»»
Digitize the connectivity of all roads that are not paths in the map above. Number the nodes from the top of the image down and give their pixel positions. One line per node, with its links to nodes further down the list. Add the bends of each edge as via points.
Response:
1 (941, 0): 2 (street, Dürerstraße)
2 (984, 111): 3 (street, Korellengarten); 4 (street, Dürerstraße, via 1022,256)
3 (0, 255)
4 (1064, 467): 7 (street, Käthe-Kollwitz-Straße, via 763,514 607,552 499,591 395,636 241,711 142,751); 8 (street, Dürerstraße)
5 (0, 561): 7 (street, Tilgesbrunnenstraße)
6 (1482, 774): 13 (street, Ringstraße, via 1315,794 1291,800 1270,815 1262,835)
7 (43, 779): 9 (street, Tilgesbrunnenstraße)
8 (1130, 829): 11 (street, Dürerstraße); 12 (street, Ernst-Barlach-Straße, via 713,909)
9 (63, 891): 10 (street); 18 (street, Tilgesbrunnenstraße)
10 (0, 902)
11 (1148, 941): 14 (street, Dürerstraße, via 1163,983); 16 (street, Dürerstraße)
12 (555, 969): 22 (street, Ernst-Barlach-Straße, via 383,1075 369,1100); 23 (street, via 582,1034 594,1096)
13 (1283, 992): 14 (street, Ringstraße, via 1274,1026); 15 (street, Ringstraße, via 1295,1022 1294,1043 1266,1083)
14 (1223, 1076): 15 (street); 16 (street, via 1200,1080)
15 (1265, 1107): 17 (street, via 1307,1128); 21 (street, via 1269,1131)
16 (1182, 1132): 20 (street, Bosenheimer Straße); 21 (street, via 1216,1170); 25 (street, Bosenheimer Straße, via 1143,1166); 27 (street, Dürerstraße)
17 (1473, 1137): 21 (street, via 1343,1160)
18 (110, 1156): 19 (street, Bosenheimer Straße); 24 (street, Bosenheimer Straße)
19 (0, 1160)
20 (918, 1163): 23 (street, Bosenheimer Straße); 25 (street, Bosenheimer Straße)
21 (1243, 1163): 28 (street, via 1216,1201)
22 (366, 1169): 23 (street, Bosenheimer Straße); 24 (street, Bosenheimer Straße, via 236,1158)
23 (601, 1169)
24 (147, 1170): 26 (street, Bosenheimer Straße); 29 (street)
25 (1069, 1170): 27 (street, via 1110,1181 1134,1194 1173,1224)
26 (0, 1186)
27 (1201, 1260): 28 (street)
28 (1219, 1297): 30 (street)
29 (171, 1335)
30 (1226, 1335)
««
Scan the data above and copy each line containing the word "Barlach".

- _EXPECTED ANSWER_
8 (1130, 829): 11 (street, Dürerstraße); 12 (street, Ernst-Barlach-Straße, via 713,909)
12 (555, 969): 22 (street, Ernst-Barlach-Straße, via 383,1075 369,1100); 23 (street, via 582,1034 594,1096)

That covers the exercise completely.